Flea felt a sound coming into her throat, a voice in her head screaming, You didn't follow your training, you effing idiot, and she had time to think, The 360-degree sweep should take in the ceiling too. And then Tig was falling from the ceiling like a hawk, nails outstretched, landing with a sickening crack on Caffery's shoulders. His knife and the CS gas spun away across the floor and the two men tumbled backwards on to the tiles, colliding with the bath panel, coming to a stop against the wall on their sides, facing each other like lovers, grappling at faces, ears and hair.
She wrenched her Quikcuffs out of the body armour's front pocket and threw herself down next to the men, trying to push the ASP between them, but she couldn't get at Tig's hands.
'Flip him,' she yelled at Caffery. 'Flip the bastard – let me get the cuffs on.'
'He's trying to fuck me first,' Tig hissed. 'Wants to give me one before you cart me away.'
Caffery gritted his teeth and used his elbows to lever Tig's hands down. Flea reached out to grab his legs but he yanked them away, drumming his feet on the floor. 'Did you hear me?' he screamed at Caffery, saliva foaming at the corners of his mouth. His bad eye was flicking from side to side. 'I said, do you want to give me a little hand-job while we're down here, you City Road whore-fucker?'
On top of him Caffery went still. Sweat ran down from his forehead into his eye, but he didn't blink or move.
'Let me get at his arms,' Flea shouted, trying to find a good place on Tig's arm to bring the ASP down. 'Let me get at him!'
'Hey, filth, answer me,' Tig roared up into his face. 'Yes, you, you fucking filth john.' He thrust up at him with his hips. 'Answer me. Come on! Say you want it.'
Time seemed to stop. Then, in an instant, it accelerated forward with a jolt. Somewhere behind her, Flea could hear voices, a radio cackling, someone in a far-away room yelling, 'POLICE', and Caffery rocked back, grabbed Tig's ears, pulling his head u
p. Tig screamed, trying to wrench himself free. Flea had to change sides, stepping over them, banging her legs on the bath, trying desperately to reach under and get Tig's arm, but this time it was Caffery who was stopping her. Without a sound, not a sigh or a word, he released Tig's ears, letting his head crack down on to the tiled floor.
'Jesus!' she yelled. 'Stop it! You'll—'
But Caffery wasn't listening. He hauled Tig's head back again, and slammed it down, harder this time. Something shot out across the floor – a tooth, maybe. Blood pumped from Tig's nose in a thin fountain, the width of a straw. 'I will fucking kill you.' Caffery knelt back to adjust his grip on Tig's ears. He was going to do it again.

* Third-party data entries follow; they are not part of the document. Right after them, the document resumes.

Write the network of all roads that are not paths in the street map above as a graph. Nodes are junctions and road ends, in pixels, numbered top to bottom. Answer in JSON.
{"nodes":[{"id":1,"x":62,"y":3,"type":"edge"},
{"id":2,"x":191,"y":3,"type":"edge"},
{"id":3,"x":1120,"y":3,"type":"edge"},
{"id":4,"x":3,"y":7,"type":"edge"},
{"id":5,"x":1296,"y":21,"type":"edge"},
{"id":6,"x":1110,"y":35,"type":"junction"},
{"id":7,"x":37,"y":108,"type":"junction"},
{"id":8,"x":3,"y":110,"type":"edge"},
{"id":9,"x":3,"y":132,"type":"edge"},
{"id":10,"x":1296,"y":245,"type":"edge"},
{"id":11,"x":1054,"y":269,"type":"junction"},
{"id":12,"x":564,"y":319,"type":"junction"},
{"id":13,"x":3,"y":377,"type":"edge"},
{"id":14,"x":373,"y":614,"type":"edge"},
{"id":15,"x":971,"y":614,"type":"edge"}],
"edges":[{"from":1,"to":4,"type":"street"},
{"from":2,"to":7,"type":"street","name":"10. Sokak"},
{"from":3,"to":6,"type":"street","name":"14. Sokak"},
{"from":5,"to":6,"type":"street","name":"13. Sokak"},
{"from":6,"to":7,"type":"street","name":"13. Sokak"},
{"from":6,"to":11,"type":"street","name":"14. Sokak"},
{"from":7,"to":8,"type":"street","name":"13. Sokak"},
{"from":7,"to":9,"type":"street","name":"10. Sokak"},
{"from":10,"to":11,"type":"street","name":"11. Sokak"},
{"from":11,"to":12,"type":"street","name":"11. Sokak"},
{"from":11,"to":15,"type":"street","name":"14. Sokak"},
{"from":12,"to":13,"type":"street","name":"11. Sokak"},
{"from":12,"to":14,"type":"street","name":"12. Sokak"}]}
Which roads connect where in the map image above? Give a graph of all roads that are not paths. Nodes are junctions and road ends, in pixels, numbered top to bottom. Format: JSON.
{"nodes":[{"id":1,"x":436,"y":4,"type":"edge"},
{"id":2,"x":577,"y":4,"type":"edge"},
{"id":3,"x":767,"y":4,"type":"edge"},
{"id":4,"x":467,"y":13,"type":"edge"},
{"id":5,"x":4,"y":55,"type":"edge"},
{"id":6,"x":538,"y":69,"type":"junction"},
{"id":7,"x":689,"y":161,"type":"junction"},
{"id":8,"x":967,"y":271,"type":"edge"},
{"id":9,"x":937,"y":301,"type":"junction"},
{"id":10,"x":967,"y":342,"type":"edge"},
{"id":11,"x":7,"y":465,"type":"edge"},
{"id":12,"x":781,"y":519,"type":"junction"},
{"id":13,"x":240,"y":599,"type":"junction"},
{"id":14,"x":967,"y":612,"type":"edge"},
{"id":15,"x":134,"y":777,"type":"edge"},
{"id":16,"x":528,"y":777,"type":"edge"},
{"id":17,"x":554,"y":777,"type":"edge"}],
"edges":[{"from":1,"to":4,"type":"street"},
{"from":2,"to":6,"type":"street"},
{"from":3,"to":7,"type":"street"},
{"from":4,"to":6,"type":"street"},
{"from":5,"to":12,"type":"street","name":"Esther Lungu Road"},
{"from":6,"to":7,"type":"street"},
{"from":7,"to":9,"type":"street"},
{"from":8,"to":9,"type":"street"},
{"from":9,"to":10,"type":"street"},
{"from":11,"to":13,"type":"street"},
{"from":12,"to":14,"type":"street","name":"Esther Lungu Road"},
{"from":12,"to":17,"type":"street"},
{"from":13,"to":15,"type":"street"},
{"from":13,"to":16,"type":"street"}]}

'Stop it. Stop it!' She grappled at him, digging her fingers in, trying to get him to loosen his grip, but he shouldered her away, scuffling on the floor so his back was to her. Under him Tig's feet were kicking for purchase. She rolled back, got on to her haunches, not enough time to get the position right, just enough to choose a target – not the ribs, because of the body armour, but his ankle. That would do: his ankle. His feet in the smart Loakes shoes and grey socks, trousers snagged up enough to show a bit of dark hair on his shins. She muttered a prayer and brought the ASP down fast, just once, on the bone.
There was a split second's silence – absolute quiet. Caffery went very still, his head held back. For a moment she thought he wouldn't move, thought he'd snarl at her, but instead, with a long exhalation, he loosened his grip on Tig and rolled away in a foetal curl, clutching his ankle. She expected him to scream at her, but he didn't, just lay on his side with his back to her, holding his foot, his ribs rising and falling, rising and falling under the body armour.
She had two or three seconds of surreal silence, just long enough to study the back of his neck, to look at Tig with blood over his chest, curled up, his hands clamped to his face. Then there were shouts, and flashlights, and radios. The Support Unit guys were swarming over the place, and the whole thing, the whole bloody thing, was over.